MINFLUX (Minimal Photon Flux) is a single-molecule imaging technique capable of resolving fluorophores at a precision of <5 nm. Interpretation of the point patterns generated by this technique presents challenges due to variable emitter density, incomplete bio-labelling of target molecules and their detection, error prone measurement processes, and the presence of spurious (non-structure associated) fluorescent detections. Together, these challenges ensure structural inferences from single-molecule imaging datasets are non-trivial in the absence of strong a priori information, for all but the smallest of point patterns. In addition, current methods often require subjective parameter tuning and presuppose known structural templates, limiting reference-free discovery. We present a statistically grounded, end-to-end analysis framework. Focusing on MINFLUX derived datasets and leveraging Bayesian and spatial statistical methods, a pipeline is presented that demonstrates 1) uncertainty aware clustering of measurements into emitter groups that performs better than current gold standards, 2) rapid identification of molecular structure supergroups, and 3) reconstruction of repeating structures within the dataset without substantial prior knowledge. This pipeline is demonstrated using simulated and real MINFLUX datasets, where emitter clustering and centre detection maintain high performance (emitter subset assignment accuracy > 0.75) across all conditions evaluated, while structural inference achieves reliable discrimination (F1 approx. 0.9) at high labelling efficiency. Template-free reconstruction of Nup96 and DNA-Origami 3x3 grids are achieved.

Figures (6)

• Figure 1: (a) End-to-end input/output overview for each stage of the framework. (b) Raw localisations are clustered into (c) emitters using GROUPA. (d) Voidwalker distinguishes statistically significant empty space (dashed red circles) that inform priors and proposal space. (e) RJMCMC sampler assigns emitters to structural centres, yielding per-emitter probability distributions over centre assignments. (f) Assignment distributions define marks in a marked point process to identify structure (blue) and super-structure (green). (g) Cliques are sampled from co-assigned emitter populations of both structure (blue) and super-structure (green). ASMBLR reconstructs molecular (h) structure and (i) super-structure from the inner space of sampled cliques.
• Figure 2: Clustering performance versus localisation uncertainty $\sigma$ for GROUPA, DBSCAN, and HDBSCAN, evaluated on synthetic Nup96 data with 50 replicates per $\sigma$. Shaded bands: 2.5-97.5th percentiles across replicates. (a) ARI, (b) FMI, (c) NMI. DBSCAN/HDBSCAN were tuned per $\sigma$; GROUPA required no parameter tuning.
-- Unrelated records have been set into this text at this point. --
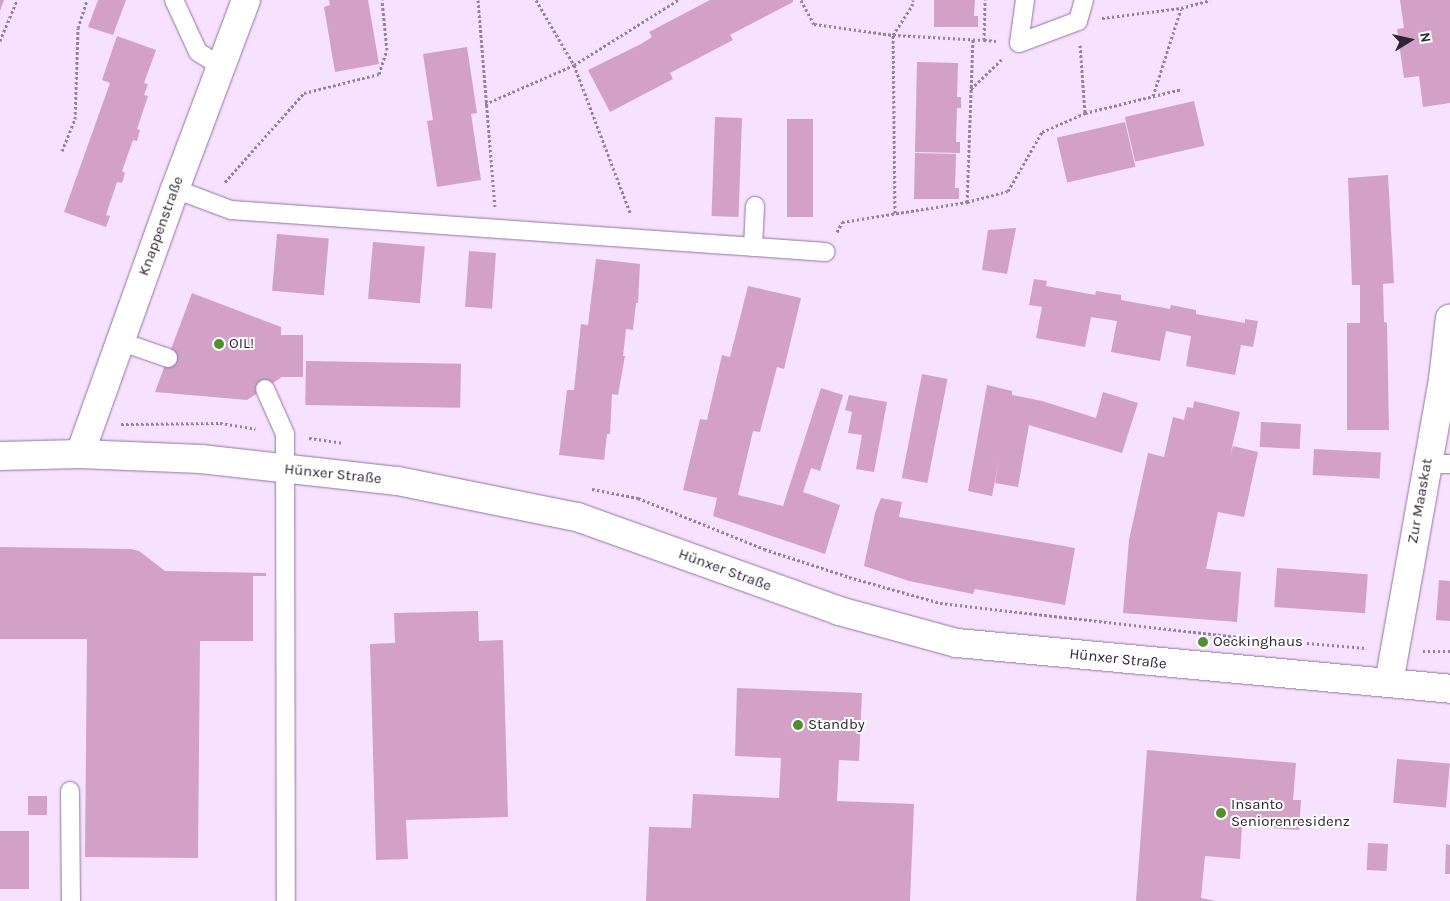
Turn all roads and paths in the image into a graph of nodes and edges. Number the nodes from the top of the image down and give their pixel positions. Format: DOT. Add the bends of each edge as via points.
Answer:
graph roads {
  1 [pos="17,0"];
  2 [pos="87,0"];
  3 [pos="174,0"];
  4 [pos="246,0"];
  5 [pos="382,0"];
  6 [pos="478,0"];
  7 [pos="536,0"];
  8 [pos="678,0"];
  9 [pos="801,0"];
  10 [pos="913,0"];
  11 [pos="985,0"];
  12 [pos="1025,0"];
  13 [pos="1084,0"];
  14 [pos="1210,0"];
  15 [pos="1181,8"];
  16 [pos="1078,20"];
  17 [pos="893,35"];
  18 [pos="973,39"];
  19 [pos="984,40"];
  20 [pos="0,41"];
  21 [pos="1019,43"];
  22 [pos="574,65"];
  23 [pos="220,66"];
  24 [pos="1182,89"];
  25 [pos="971,90"];
  26 [pos="1153,96"];
  27 [pos="485,104"];
  28 [pos="1085,113"];
  29 [pos="62,151"];
  30 [pos="175,189"];
  31 [pos="208,201"];
  32 [pos="967,202"];
  33 [pos="755,206"];
  34 [pos="895,213"];
  35 [pos="497,229"];
  36 [pos="640,239"];
  37 [pos="753,247"];
  38 [pos="826,252"];
  39 [pos="1450,318"];
  40 [pos="119,341"];
  41 [pos="168,358"];
  42 [pos="265,388"];
  43 [pos="88,425"];
  44 [pos="285,434"];
  45 [pos="352,445"];
  46 [pos="80,454"];
  47 [pos="0,456"];
  48 [pos="1438,464"];
  49 [pos="284,468"];
  50 [pos="590,489"];
  51 [pos="1394,650"];
  52 [pos="1450,651"];
  53 [pos="1390,682"];
  54 [pos="1450,689"];
  55 [pos="70,791"];
  56 [pos="71,901"];
  57 [pos="286,901"];
  1 -- 20 [label="path"];
  2 -- 29 [label="path" via="78,28 74,119"];
  3 -- 23 [label="lane" via="198,52"];
  4 -- 23 [label="main road, Knappenstraße"];
  5 -- 31 [label="path" via="387,50 379,74 304,94"];
  6 -- 27 [label="path"];
  7 -- 22 [label="path"];
  8 -- 22 [label="path"];
  9 -- 17 [label="path" via="814,24"];
  10 -- 17 [label="path"];
  11 -- 19 [label="path"];
  12 -- 21 [label="lane"];
  13 -- 16 [label="lane"];
  14 -- 15 [label="path"];
  15 -- 16 [label="path"];
  15 -- 26 [label="path"];
  16 -- 21 [label="lane"];
  16 -- 28 [label="path"];
  17 -- 18 [label="path"];
  17 -- 34 [label="path"];
  18 -- 19 [label="path"];
  18 -- 25 [label="path"];
  19 -- 21 [label="path"];
  21 -- 25 [label="path"];
  22 -- 27 [label="path"];
  22 -- 36 [label="path"];
  23 -- 30 [label="main road, Knappenstraße"];
  24 -- 26 [label="path"];
  25 -- 32 [label="path"];
  26 -- 28 [label="path"];
  27 -- 35 [label="path"];
  28 -- 32 [label="path" via="1042,132 1008,191"];
  30 -- 31 [label="lane"];
  30 -- 40 [label="main road, Knappenstraße"];
  31 -- 35 [label="lane" via="231,210"];
  32 -- 34 [label="path"];
  33 -- 37 [label="lane"];
  34 -- 38 [label="path" via="842,222"];
  35 -- 36 [label="lane"];
  36 -- 37 [label="lane"];
  37 -- 38 [label="lane"];
  39 -- 48 [label="main road, Zur Maaskat"];
  40 -- 41 [label="lane"];
  40 -- 43 [label="main road, Knappenstraße"];
  42 -- 44 [label="lane"];
  43 -- 44 [label="path" via="220,423"];
  43 -- 46 [label="main road, Knappenstraße"];
  44 -- 45 [label="path"];
  44 -- 49 [label="lane"];
  46 -- 47 [label="main road, Hünxer Straße"];
  46 -- 49 [label="main road, Hünxer Straße" via="201,459"];
  48 -- 51 [label="main road, Zur Maaskat"];
  49 -- 53 [label="main road, Hünxer Straße" via="398,481 577,517 840,611 958,643"];
  49 -- 57 [label="lane"];
  50 -- 51 [label="path" via="638,498 849,578 940,604 1247,638"];
  51 -- 52 [label="path"];
  51 -- 53 [label="main road, Zur Maaskat"];
  53 -- 54 [label="main road, Hünxer Straße"];
  55 -- 56 [label="lane"];
}
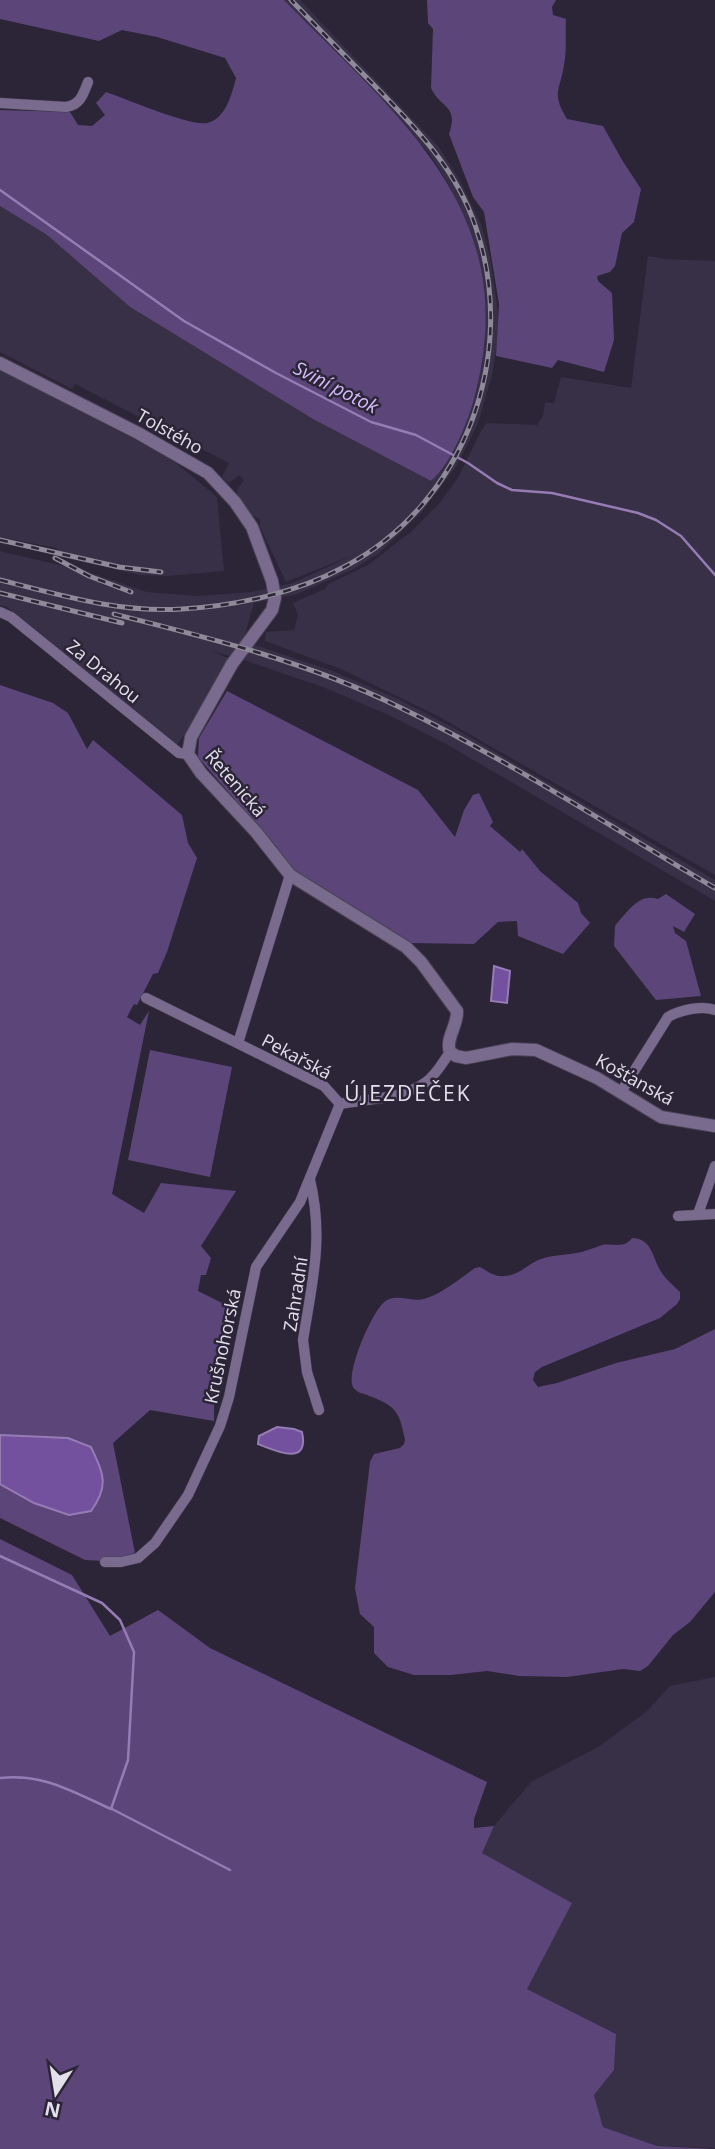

• Figure 3: Voidwalker-Gibbs achieves centre detection and emitter assignment across data quality regimes. Performance on synthetic Nup96 structures across labelling efficiencies of 0.3, 0.6, 0.9, 1.0 and clutter levels of $0-30\%$. Curves show median performance over 100 replicates with 2.5-97.5th percentile bands. (a) Centre-level F1 score versus clutter. (b) Emitter-centre assignment accuracy versus clutter. (c) Joint distribution of F1 and assignment accuracy across all datasets. (d) Relative radius bias versus clutter, with ground truth emitter uncertainty. (e) Probability of sampling a structurally representative clique versus clique size, comparing radial uniform and Voidwalker-guided sampling. Uniform sampling assumes 8 true emitters with 2-6 spurious neighbours; Voidwalker-guided sampling assumes 90% per-emitter assignment accuracy. (f) No. emitters assigned per centre across labelling efficiencies.
• Figure 4: Mark-based super-structure detection establishes data-quality thresholds distinct from centre detection. (a) Performance across labelling efficiencies (0.3, 0.6, 0.9, 1.0) and clutter levels ($0-30\%)$ on synthetic Nup96 dimer mixtures. Performance surfaces for F1 (left), precision (centre), and recall (right) over 100 replicates per condition. Numerical values indicate mean metrics. Super-structure discovery algorithm applied to labelling efficiencies of (b) 1.0 and (c) 0.6.
• Figure 5: ASMBLR reconstructs repeating molecular motifs across a range of data conditions. Observed measurements and model reconstruction with 67% credible interval for labelling efficiencies of (a-b) 1.0, (c-d) 0.9, (e-f) 0.6, and (g-h) 0.3. 600 cliques of size 3 were used for the 8-fold model. Reconstruction of DNA-Origami 3x3 grids (i-j) also shown with 500 cliques of size 5.